◆ **Work item**:
Which lines of the data contain the string "SkFontMgr"? Copy every one of them.

◆ **Data supplied**:
────────────────────

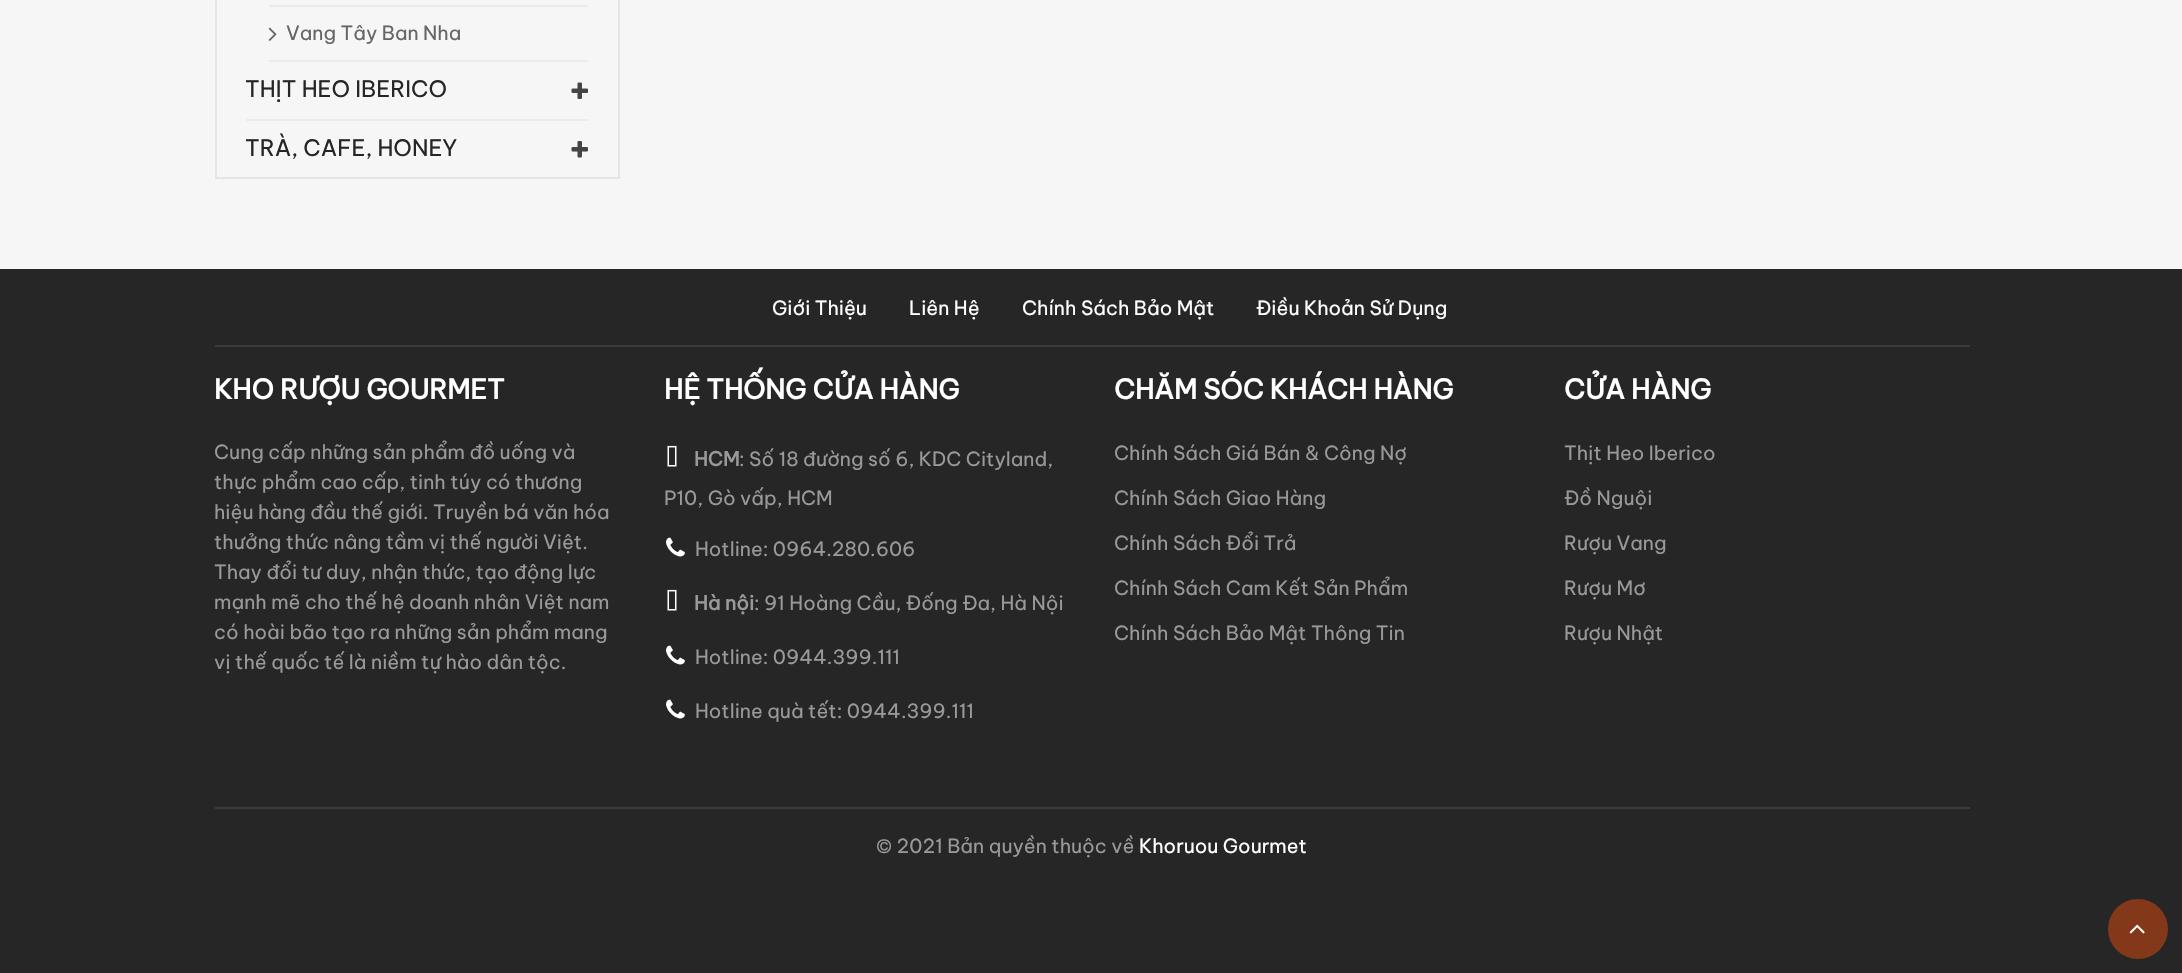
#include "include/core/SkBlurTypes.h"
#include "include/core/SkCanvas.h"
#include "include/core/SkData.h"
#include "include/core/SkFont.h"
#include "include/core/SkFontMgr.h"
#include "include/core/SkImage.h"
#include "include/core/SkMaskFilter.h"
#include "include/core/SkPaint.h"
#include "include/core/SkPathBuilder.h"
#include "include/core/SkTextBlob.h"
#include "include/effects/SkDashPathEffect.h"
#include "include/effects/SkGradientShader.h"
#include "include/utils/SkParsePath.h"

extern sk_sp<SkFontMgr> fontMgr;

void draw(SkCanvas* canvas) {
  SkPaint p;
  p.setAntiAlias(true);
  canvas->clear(SkColorSetRGB(246, 246, 246));
  p.setColor(SkColorSetRGB(229, 229, 229));
  canvas->drawRect(SkRect::MakeLTRB(618, 0, 620, 179), p);
  canvas->drawRect(SkRect::MakeLTRB(215, 177, 620, 179), p);
  canvas->drawRect(SkRect::MakeLTRB(215, 0, 217, 179), p);
  p.setColor(SkColorSetRGB(235, 235, 235));
  canvas->drawRect(SkRect::MakeLTRB(269, 5, 588, 7), p);
  canvas->drawRect(SkRect::MakeLTRB(269, 60, 588, 62), p);
  canvas->drawImageRect(SkImages::DeferredFromEncodedData(SkData::MakeFromFileName("images/1.png")), SkRect::MakeLTRB(268, 27, 277, 41), SkSamplingOptions());
  canvas->drawRect(SkRect::MakeLTRB(246, 119, 588, 121), p);
  canvas->drawImageRect(SkImages::DeferredFromEncodedData(SkData::MakeFromFileName("images/2.png")), SkRect::MakeLTRB(571, 82, 588, 99), SkSamplingOptions());
  canvas->drawImageRect(SkImages::DeferredFromEncodedData(SkData::MakeFromFileName("images/3.png")), SkRect::MakeLTRB(571, 141, 588, 158), SkSamplingOptions());
  p.setColor(SkColorSetRGB(38, 38, 38));
  canvas->drawRect(SkRect::MakeLTRB(0, 269, 2182, 973), p);
  p.setColor(SkColorSetRGB(60, 60, 60));
  canvas->drawRect(SkRect::MakeLTRB(215, 345, 1970, 347), p);
  canvas->drawImageRect(SkImages::DeferredFromEncodedData(SkData::MakeFromFileName("images/4.png")), SkRect::MakeLTRB(667, 445, 677, 467), SkSamplingOptions());
  canvas->drawImageRect(SkImages::DeferredFromEncodedData(SkData::MakeFromFileName("images/5.png")), SkRect::MakeLTRB(666, 537, 685, 557), SkSamplingOptions());
  canvas->drawImageRect(SkImages::DeferredFromEncodedData(SkData::MakeFromFileName("images/4.png")), SkRect::MakeLTRB(667, 589, 677, 611), SkSamplingOptions());
  canvas->drawImageRect(SkImages::DeferredFromEncodedData(SkData::MakeFromFileName("images/5.png")), SkRect::MakeLTRB(666, 645, 685, 665), SkSamplingOptions());
  canvas->drawImageRect(SkImages::DeferredFromEncodedData(SkData::MakeFromFileName("images/5.png")), SkRect::MakeLTRB(666, 699, 685, 719), SkSamplingOptions());
  canvas->drawRect(SkRect::MakeLTRB(215, 807, 1970, 809), p);
  p.setColor(SkColorSetRGB(130, 56, 25));
  canvas->drawCircle(2138, 929, 30, p);
  canvas->drawImageRect(SkImages::DeferredFromEncodedData(SkData::MakeFromFileName("images/6.png")), SkRect::MakeLTRB(2129, 924, 2145, 934), SkSamplingOptions());
  SkFont font1(fontMgr->matchFamilyStyle("Be Vietnam Pro", SkFontStyle::Normal()), 19.5f);
  font1.setSubpixel(true);
  p.setColor(SkColorSetRGB(102, 102, 102));
  canvas->drawString("Vang Tây Ban Nha", 286, 40, font1, p);
  SkFont font2(fontMgr->matchFamilyStyle("Be Vietnam Pro", SkFontStyle::Normal()), 22.5f);
  font2.setSubpixel(true);
  p.setColor(SkColorSetRGB(38, 38, 38));
  canvas->drawString("THỊT HEO IBERICO", 245, 97, font2, p);
  canvas->drawString("TRÀ, CAFE, HONEY", 245, 156, font2, p);
  p.setColor(SK_ColorWHITE);
  canvas->drawString("Giới Thiệu", 772, 315, font1, p);
  canvas->drawString("Liên Hệ", 909, 315, font1, p);
  canvas->drawString("Chính Sách Bảo Mật", 1022, 315, font1, p);
  canvas->drawString("Điều Khoản Sử Dụng", 1256, 315, font1, p);
  SkFont font3(fontMgr->matchFamilyStyle("Be Vietnam Pro", SkFontStyle::Bold()), 27);
  font3.setSubpixel(true);
  canvas->drawString("KHO RƯỢU GOURMET", 214, 399, font3, p);
  p.setColor(SkColorSetRGB(153, 153, 153));
  canvas->drawString("Cung cấp những sản phẩm đồ uống và", 214, 459, font1, p);
  canvas->drawString("thực phẩm cao cấp, tinh túy có thương", 214, 489, font1, p);
  canvas->drawString("hiệu hàng đầu thế giới. Truyền bá văn hóa", 214, 519, font1, p);
  canvas->drawString("thưởng thức nâng tầm vị thế người Việt.", 214, 549, font1, p);
  canvas->drawString("Thay đổi tư duy, nhận thức, tạo động lực", 214, 579, font1, p);
  canvas->drawString("mạnh mẽ cho thế hệ doanh nhân Việt nam", 214, 609, font1, p);
  canvas->drawString("có hoài bão tạo ra những sản phẩm mang", 214, 639, font1, p);
  canvas->drawString("vị thế quốc tế là niềm tự hào dân tộc.", 214, 669, font1, p);
  p.setColor(SK_ColorWHITE);
  canvas->drawString("HỆ THỐNG CỬA HÀNG", 664, 399, font3, p);
  SkFont font4(fontMgr->matchFamilyStyle("Be Vietnam Pro", SkFontStyle::Bold()), 19.5f);
  font4.setSubpixel(true);
  p.setColor(SkColorSetRGB(153, 153, 153));
  canvas->drawString("HCM", 694, 466, font4, p);
  canvas->drawString(": Số 18 đường số 6, KDC Cityland,", 739, 466, font1, p);
  canvas->drawString("P10, Gò vấp, HCM", 664, 505, font1, p);
  canvas->drawString("Hotline: 0964.280.606", 695, 556, font1, p);
  canvas->drawString("Hà nội", 694, 610, font4, p);
  canvas->drawString(": 91 Hoàng Cầu, Đống Đa, Hà Nội", 754, 610, font1, p);
  canvas->drawString("Hotline: 0944.399.111", 695, 664, font1, p);
  canvas->drawString("Hotline quà tết: 0944.399.111", 695, 718, font1, p);
  p.setColor(SK_ColorWHITE);
  canvas->drawString("CHĂM SÓC KHÁCH HÀNG", 1114, 399, font3, p);
  p.setColor(SkColorSetRGB(153, 153, 153));
  canvas->drawString("Chính Sách Giá Bán & Công Nợ", 1114, 460, font1, p);
  canvas->drawString("Chính Sách Giao Hàng", 1114, 505, font1, p);
  canvas->drawString("Chính Sách Đổi Trả", 1114, 550, font1, p);
  canvas->drawString("Chính Sách Cam Kết Sản Phẩm", 1114, 595, font1, p);
  canvas->drawString("Chính Sách Bảo Mật Thông Tin", 1114, 640, font1, p);
  p.setColor(SK_ColorWHITE);
  canvas->drawString("CỬA HÀNG", 1564, 399, font3, p);
  p.setColor(SkColorSetRGB(153, 153, 153));
  canvas->drawString("Thịt Heo Iberico", 1564, 460, font1, p);
  canvas->drawString("Đồ Nguội", 1564, 505, font1, p);
  canvas->drawString("Rượu Vang", 1564, 550, font1, p);
  canvas->drawString("Rượu Mơ", 1564, 595, font1, p);
  canvas->drawString("Rượu Nhật", 1564, 640, font1, p);
  canvas->drawString("© 2021 Bản quyền thuộc về", 876, 853, font1, p);
  p.setColor(SK_ColorWHITE);
  canvas->drawString("Khoruou Gourmet", 1139, 853, font1, p);
}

────────────────────

◆ **Finished task**:
#include "include/core/SkFontMgr.h"
extern sk_sp<SkFontMgr> fontMgr;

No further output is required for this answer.